Le vieillard venait à peine de sortir quand la porte se rouvrit ; sur le seuil se montra Daria Pavlovna. Elle avait le visage pâle, quoique son regard fût calme.

— D’où venez-vous ? s’écria Stavroguine.

— J’étais là, et j’attendais pour entrer qu’Alexis Égorovitch vous eût quitté. J’ai entendu ce que vous lui avez dit, et, quand il est sorti tout à l’heure, je me suis dissimulée derrière le ressaut, il ne m’a pas remarquée.

— Depuis longtemps je voulais rompre avec vous, Dacha… en attendant… ce temps-là. Je n’ai pas pu vous recevoir cette nuit, malgré votre lettre.

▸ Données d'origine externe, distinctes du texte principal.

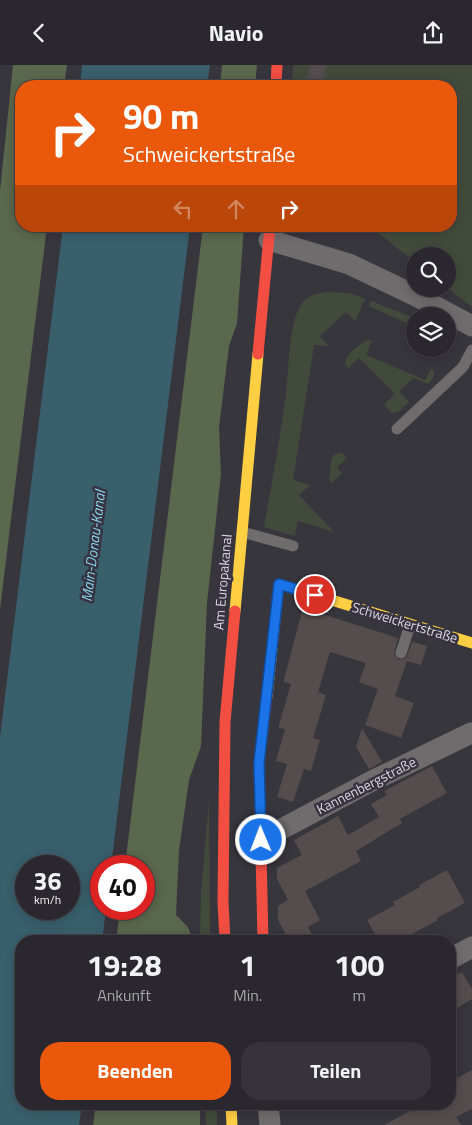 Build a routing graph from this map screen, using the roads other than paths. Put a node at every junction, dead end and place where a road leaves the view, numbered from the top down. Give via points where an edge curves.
1 (277, 65) edge
2 (276, 80) edge
3 (270, 233) edge
4 (472, 326) edge
5 (472, 350) edge
6 (396, 429) dead end
7 (242, 533) junction
8 (293, 547) dead end
9 (410, 625) junction
10 (472, 643) edge
11 (401, 653) dead end
12 (472, 738) edge
13 (261, 840) junction
14 (225, 935) edge
15 (263, 935) edge
16 (472, 947) edge
17 (456, 956) edge
18 (231, 1110) edge
19 (269, 1110) edge
20 (232, 1125) edge
21 (270, 1125) edge

1 - 2 main road
3 - 4 street via 349,264
3 - 7 main road, Am Europakanal
5 - 6 lane via 463,367
7 - 8 lane
7 - 14 main road, Am Europakanal via 225,721
9 - 10 main road, Schweickertstraße
9 - 11 lane
9 - 13 main road, Schweickertstraße via 279,584 259,763
12 - 13 street, Kannenbergstraße via 370,782
13 - 15 main road, Schweickertstraße
16 - 17 street
18 - 20 main road
19 - 21 street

Je voulais moi-même vous répondre, mais je ne sais pas écrire, ajouta-t-il avec une colère mêlée de dégoût.

— J’étais moi-même d’avis qu’il fallait rompre. Barbara Pétrovna soupçonne trop nos relations.

— Libre à elle.

— Il ne faut pas qu’elle s’inquiète. Ainsi maintenant c’est jusqu’à la fin ?

— Vous l’attendez donc toujours ?

— Oui, je suis certaine qu’elle viendra.

— Dans le monde rien ne finit.

— Ici il y aura une fin. Alors vous m’appellerez, je viendrai. Maintenant, adieu.